Paris, lundi 13 juin 2022 – Malgré le risque apparemment faible, le HCSP émet des recommandations pour prévenir la transmission du monkeypox par les produits du corps humain.
Monkeypox mystérieux. Cette zoonose, aux symptômes proches de la variole (moins sévère), habituellement limitée à dix pays africains, se propage en Occident depuis un mois, sans cause connue. Le mode de transmission du virus reste encore un mystère. On sait que la maladie peut être transmise par contact avec des lésions cutanées et par les gouttes de Flügge. La transmission par aérosol semble plus que probable. En revanche, il n’est pas encore établi si le virus peut être transmis sexuellement ou par le sang, et la question se pose alors que la majorité des cas observés en Occident touchent des hommes ayant des rapports sexuels avec des hommes (HSH). Bien que le virus ait été trouvé dans le sang des patients, aucun cas de transmission sanguine au monkeypox n’a été documenté.
Délai de 21 jours pour les cas contacts, 42 jours pour les cas confirmés
Pour l’instant, l’épidémie semble sous contrôle. Selon le dernier bilan jeudi dernier, il y aurait 1 285 cas confirmés hors d’Afrique, dont 91 en France. Malgré les zones d’ombre, malgré la faible prévalence de la maladie, le Haut conseil d’hygiène publique (HCSP) préfère prendre ses précautions. Ce lundi, il a émis une série de recommandations sur le don de produits pour le corps humain (PCH). Premièrement, les personnes ayant reçu une dose du vaccin antivariotique Imvanex de 3e génération ont été exclues de tout don de PCH pendant quatre semaines. Pour rappel, la Haute Autorité de Santé (HAS) recommande que ce vaccin soit administré par contact. Plusieurs dizaines de personnes l’ont déjà reçu en France.
Concernant le don de sang et d’organes d’un donneur vivant, le HCSP recommande de reporter le don de 21 jours pour les cas contacts et de 42 jours pour les cas confirmés à compter de l’apparition des signes cliniques. De manière générale, le personnel de collecte doit être particulièrement vigilant en la matière et ne pas hésiter à interroger le donneur sur tout déplacement ou contact avec la personne « à risque ». Cependant, le panel d’experts a précisé qu’en cas d’urgence vitale ou de greffe qui ne peut être retardée, une PCR orthopoxvirus pourrait être réalisée sur le sang pour permettre à l’équipe médicale d’évaluer la balance bénéfice/risque du don.
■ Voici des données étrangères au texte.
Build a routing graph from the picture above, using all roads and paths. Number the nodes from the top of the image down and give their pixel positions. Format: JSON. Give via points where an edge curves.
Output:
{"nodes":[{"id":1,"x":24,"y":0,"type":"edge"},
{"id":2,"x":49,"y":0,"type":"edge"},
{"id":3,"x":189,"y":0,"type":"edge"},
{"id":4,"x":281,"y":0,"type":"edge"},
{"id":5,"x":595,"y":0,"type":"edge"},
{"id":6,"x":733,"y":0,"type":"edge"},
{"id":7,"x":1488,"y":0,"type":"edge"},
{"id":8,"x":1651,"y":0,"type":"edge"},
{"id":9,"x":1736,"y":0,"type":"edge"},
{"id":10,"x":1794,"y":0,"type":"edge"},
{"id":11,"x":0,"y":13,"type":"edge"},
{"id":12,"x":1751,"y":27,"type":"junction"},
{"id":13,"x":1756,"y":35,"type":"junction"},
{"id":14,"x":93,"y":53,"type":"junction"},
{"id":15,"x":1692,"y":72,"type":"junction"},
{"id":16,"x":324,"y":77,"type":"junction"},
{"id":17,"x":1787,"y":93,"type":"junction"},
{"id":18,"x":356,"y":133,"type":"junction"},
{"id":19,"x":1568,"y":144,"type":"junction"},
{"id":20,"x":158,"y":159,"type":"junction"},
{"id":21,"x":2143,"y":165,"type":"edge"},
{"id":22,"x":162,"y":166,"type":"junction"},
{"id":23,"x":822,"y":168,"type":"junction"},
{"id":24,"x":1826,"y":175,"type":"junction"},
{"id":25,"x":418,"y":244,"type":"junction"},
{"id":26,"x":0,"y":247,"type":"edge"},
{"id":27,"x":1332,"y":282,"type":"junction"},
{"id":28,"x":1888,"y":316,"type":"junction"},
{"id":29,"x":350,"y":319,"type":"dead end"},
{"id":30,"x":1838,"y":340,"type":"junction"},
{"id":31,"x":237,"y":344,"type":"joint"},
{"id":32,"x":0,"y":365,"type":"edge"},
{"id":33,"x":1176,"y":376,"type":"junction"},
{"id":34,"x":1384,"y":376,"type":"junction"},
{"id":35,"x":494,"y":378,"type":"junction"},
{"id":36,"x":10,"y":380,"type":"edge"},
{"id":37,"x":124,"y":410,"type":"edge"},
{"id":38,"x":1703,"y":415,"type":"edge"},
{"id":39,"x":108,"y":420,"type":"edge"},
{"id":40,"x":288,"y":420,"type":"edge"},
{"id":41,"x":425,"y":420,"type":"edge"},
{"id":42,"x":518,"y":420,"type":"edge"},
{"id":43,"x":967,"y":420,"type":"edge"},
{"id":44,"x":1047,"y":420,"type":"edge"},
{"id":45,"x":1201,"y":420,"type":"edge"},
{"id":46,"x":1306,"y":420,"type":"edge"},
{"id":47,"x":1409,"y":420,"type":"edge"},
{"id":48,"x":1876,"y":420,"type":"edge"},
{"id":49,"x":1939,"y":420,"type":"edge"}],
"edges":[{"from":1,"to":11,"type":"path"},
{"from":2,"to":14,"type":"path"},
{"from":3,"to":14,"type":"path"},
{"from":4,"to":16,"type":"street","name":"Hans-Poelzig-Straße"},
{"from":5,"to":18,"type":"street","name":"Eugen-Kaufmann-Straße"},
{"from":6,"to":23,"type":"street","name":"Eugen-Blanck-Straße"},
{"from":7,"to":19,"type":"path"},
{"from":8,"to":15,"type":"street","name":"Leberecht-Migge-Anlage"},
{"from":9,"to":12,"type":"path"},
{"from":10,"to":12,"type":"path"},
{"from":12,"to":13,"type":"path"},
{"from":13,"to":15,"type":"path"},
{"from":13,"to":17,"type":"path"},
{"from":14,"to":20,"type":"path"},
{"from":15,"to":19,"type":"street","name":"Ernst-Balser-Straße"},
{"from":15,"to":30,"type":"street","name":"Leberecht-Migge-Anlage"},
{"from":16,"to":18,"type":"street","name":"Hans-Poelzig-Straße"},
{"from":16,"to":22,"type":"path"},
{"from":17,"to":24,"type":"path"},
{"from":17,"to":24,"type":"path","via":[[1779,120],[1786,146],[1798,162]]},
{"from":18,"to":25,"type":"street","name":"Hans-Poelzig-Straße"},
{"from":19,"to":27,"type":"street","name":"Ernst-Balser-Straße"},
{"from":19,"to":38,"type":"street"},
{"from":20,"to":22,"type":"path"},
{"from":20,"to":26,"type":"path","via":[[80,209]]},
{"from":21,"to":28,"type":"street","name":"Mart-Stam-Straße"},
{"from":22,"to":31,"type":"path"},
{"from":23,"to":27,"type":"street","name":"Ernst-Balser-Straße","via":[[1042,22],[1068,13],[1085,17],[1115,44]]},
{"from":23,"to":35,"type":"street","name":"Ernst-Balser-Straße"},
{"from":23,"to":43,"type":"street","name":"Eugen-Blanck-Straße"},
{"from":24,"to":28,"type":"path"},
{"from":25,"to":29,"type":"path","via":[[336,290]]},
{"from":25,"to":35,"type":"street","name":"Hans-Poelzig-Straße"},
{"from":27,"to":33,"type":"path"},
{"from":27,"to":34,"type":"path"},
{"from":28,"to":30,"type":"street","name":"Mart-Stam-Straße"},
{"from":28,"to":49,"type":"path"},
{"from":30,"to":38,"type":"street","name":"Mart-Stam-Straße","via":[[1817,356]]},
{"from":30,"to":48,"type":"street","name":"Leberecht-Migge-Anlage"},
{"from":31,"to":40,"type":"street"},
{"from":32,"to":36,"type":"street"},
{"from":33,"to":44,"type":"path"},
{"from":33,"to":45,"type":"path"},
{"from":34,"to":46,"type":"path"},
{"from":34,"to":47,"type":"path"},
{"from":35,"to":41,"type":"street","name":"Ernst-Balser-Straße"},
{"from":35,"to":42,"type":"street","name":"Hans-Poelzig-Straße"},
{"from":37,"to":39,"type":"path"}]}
Le HCSP recommande également de ne pas prélever d’organes, de tissus ou de cellules sur des donneurs de singes décédés.
Risque insignifiant de transmission sanguine
Concernant la procréation médicalement assistée (PMA), les recommandations sont similaires : pas de don de sperme pendant 21 jours pour les cas contacts de monkeypox, pendant 42 jours pour les cas confirmés. Un prélèvement effectué dans le cadre du maintien de la fertilité doit également être reporté si possible. Sinon, l’échantillon sera congelé et un test PCR sera effectué lors de la décongélation. Enfin, le don du sein est également retardé de 21 et 42 jours pour les cas contacts et confirmés, respectivement.
Les recommandations du HCSP sont très similaires à celles du Centre européen de prévention des maladies (ECDC) et de l’Organisation mondiale de la santé (OMS), qui recommandaient également de reporter fin mai les dons de PCH pour les cas contacts et confirmés. Le HCSP dit s’appuyer essentiellement sur une étude publiée dans The Lancet sur sept patients britanniques chez qui le virus peut être détecté jusqu’à 41 jours après le début de la maladie. Cependant, le virus semble rester dans le sang pendant seulement un à deux jours en moyenne. Selon le professeur Jeanne Brugère-Picoux, membre de l’Académie de médecine récemment interrogée sur la JIM, le risque de transmission par transfusion sanguine serait donc négligeable.